■ Work instruction
For the listing below, report all lines that hold the word "junctions".

*** Records provided ***

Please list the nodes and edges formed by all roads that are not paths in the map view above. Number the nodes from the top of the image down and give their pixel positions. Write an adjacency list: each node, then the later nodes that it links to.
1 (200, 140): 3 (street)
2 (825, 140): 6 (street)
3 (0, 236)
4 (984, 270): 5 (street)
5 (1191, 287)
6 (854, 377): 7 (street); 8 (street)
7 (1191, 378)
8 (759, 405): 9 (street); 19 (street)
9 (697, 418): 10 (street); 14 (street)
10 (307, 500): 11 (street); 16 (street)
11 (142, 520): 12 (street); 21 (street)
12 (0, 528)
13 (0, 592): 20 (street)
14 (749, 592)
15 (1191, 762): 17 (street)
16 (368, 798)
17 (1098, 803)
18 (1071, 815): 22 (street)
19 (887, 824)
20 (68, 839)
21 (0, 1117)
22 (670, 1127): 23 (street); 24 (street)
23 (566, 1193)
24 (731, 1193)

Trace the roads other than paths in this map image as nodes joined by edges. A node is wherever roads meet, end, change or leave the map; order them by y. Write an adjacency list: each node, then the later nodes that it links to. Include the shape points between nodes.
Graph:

*** End of Records provided ***
*** Records provided ***

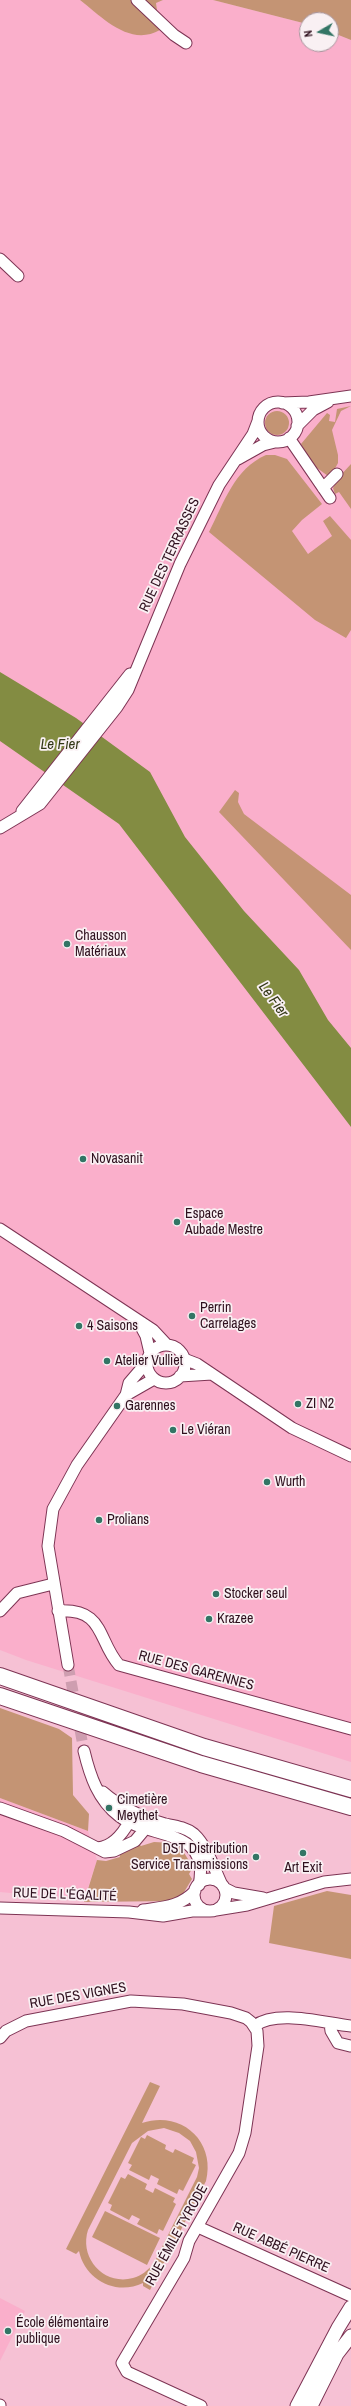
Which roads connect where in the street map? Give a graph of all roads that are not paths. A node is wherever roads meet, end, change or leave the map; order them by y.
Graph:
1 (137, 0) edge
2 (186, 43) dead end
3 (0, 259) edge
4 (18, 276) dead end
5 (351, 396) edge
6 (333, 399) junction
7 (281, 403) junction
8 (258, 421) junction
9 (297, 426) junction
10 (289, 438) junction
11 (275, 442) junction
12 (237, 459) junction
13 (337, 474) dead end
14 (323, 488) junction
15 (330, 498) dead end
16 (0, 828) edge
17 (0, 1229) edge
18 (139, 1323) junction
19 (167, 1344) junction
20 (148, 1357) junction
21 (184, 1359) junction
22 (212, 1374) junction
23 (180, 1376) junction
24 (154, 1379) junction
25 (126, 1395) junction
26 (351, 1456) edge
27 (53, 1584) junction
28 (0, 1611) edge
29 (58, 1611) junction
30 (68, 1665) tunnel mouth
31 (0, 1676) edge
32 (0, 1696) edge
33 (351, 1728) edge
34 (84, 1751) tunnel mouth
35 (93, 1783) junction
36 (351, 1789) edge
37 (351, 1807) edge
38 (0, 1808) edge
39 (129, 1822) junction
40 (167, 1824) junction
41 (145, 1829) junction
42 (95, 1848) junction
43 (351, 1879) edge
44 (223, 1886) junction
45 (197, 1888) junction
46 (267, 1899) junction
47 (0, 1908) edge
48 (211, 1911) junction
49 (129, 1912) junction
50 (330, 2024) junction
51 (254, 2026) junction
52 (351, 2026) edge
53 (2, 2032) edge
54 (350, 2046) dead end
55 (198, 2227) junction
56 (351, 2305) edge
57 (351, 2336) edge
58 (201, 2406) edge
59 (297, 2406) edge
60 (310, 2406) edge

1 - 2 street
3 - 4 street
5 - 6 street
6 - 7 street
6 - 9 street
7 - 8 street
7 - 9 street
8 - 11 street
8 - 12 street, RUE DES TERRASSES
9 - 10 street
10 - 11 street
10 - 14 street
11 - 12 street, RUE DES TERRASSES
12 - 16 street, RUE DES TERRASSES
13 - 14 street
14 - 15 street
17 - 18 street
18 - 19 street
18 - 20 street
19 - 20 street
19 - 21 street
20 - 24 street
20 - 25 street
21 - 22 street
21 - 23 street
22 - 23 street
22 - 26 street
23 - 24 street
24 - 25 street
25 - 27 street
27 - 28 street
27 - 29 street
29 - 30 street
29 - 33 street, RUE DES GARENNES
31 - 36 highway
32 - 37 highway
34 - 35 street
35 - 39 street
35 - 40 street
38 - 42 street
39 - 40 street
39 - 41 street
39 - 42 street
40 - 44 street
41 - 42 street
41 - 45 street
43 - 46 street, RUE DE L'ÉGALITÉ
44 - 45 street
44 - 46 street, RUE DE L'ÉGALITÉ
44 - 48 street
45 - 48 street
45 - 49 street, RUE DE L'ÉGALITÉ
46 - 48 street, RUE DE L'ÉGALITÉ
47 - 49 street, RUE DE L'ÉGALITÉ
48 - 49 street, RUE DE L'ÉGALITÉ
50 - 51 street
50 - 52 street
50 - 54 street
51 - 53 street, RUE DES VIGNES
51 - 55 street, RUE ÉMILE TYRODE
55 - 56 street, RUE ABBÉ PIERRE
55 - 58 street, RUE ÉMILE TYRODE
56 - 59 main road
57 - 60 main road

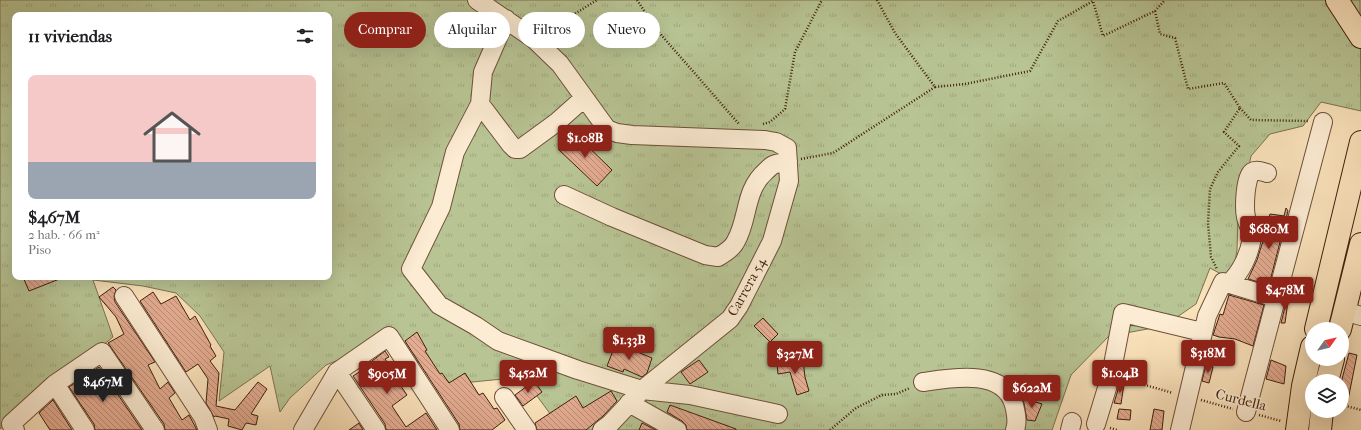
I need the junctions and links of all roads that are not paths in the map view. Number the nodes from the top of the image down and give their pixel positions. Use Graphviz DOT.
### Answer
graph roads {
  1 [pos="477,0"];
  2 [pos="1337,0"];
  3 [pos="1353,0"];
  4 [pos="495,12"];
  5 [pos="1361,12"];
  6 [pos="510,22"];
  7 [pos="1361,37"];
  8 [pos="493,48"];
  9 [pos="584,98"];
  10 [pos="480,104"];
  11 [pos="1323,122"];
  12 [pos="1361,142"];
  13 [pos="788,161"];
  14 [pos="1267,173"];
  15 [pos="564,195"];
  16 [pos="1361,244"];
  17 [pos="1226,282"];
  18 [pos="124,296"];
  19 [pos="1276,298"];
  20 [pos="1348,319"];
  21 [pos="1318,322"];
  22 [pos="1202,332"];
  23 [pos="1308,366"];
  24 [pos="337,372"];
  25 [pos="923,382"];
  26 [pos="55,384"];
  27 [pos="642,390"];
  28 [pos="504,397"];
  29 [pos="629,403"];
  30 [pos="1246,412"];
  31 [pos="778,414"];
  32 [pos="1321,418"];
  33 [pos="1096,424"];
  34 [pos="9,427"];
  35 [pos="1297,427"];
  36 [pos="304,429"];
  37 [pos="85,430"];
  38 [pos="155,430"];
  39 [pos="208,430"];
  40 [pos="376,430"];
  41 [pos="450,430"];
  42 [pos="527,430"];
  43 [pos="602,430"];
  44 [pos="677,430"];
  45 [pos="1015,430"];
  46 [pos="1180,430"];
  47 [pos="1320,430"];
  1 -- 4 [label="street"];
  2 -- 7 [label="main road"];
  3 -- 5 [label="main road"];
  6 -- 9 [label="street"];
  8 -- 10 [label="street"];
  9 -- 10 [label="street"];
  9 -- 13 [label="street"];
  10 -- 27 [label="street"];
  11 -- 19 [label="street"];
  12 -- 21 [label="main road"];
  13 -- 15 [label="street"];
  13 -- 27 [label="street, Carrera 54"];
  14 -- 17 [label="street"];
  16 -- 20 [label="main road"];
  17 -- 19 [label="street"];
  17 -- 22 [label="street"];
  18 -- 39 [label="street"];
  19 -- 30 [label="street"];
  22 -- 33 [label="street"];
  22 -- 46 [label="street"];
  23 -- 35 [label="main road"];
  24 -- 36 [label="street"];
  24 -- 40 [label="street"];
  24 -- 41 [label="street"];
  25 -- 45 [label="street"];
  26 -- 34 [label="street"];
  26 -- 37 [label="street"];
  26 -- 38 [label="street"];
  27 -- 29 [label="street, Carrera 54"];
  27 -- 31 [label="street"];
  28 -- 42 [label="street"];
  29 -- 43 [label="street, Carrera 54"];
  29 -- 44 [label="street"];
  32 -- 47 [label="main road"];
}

*** End of Records provided ***
*** Records provided ***

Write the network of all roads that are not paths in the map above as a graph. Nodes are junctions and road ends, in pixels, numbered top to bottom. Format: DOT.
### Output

*** End of Records provided ***

■ Output of the task
I need the junctions and links of all roads that are not paths in the map view. Number the nodes from the top of the image down and give their pixel positions. Use Graphviz DOT.
Write the network of all roads that are not paths in the map above as a graph. Nodes are junctions and road ends, in pixels, numbered top to bottom. Format: DOT.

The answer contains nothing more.